Word for word, set down every line of the entries below from the line with "index tip: (659, 221)" to the line with "ring dip: (716, 172)", including both, and no other line.
· · ·
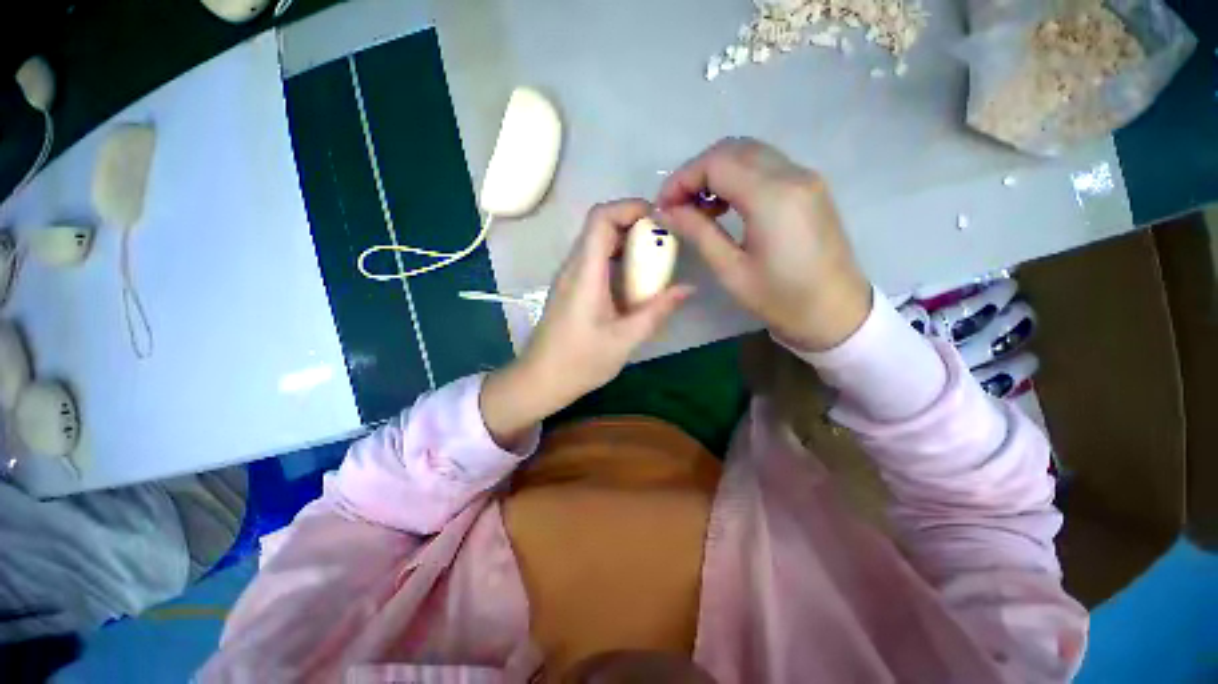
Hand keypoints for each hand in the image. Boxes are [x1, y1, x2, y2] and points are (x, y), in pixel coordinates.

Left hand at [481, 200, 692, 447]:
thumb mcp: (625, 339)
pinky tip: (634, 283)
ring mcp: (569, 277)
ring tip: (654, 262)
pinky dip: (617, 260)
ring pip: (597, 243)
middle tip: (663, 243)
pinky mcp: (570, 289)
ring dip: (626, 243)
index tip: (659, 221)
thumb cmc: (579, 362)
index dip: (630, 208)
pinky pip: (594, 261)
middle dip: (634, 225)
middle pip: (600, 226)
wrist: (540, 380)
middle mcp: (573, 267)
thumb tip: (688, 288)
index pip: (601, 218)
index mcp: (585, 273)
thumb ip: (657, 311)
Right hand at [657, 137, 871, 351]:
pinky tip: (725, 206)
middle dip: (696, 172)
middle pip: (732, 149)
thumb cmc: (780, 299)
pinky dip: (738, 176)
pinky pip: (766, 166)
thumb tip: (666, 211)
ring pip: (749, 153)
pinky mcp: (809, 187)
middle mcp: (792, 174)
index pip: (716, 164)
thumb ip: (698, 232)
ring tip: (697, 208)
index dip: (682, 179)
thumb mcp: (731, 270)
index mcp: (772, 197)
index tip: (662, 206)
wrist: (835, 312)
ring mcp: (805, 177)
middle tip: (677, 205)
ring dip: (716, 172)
· · ·
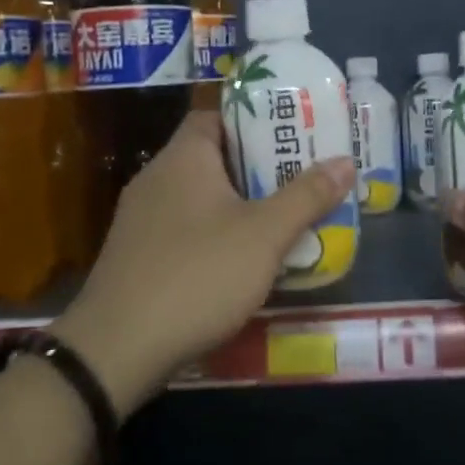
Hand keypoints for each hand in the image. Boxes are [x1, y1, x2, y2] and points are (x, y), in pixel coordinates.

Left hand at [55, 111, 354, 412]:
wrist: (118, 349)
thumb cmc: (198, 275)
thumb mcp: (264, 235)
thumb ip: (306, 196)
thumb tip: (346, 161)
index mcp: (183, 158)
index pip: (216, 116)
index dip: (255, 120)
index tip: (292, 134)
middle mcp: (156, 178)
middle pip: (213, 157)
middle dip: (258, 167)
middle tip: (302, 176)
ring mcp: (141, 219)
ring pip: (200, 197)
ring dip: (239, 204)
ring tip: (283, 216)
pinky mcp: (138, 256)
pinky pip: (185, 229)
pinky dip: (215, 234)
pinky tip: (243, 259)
· · ·
> [Task solution]
index tip: (659, 221)
thumb cmc: (579, 362)
index dip: (630, 208)
pinky pip: (594, 261)
middle dip: (634, 225)
middle pip: (600, 226)
wrist: (540, 380)
middle mcp: (573, 267)
thumb tip: (688, 288)
index pip: (601, 218)
index mcp: (585, 273)
thumb ip: (657, 311)
Right hand at [657, 137, 871, 351]:
pinky tip: (725, 206)
middle dip: (696, 172)
middle pip: (732, 149)
thumb cmc: (780, 299)
pinky dip: (738, 176)
pinky pip: (766, 166)
thumb tip: (666, 211)
ring pip: (749, 153)
pinky mcp: (809, 187)
middle mcp: (792, 174)
index pip: (716, 164)
thumb ip: (698, 232)
ring tip: (697, 208)
index dip: (682, 179)
thumb mcp: (731, 270)
index mcp: (772, 197)
index tip: (662, 206)
wrist: (835, 312)
ring mcp: (805, 177)
middle tip: (677, 205)
ring dip: (716, 172)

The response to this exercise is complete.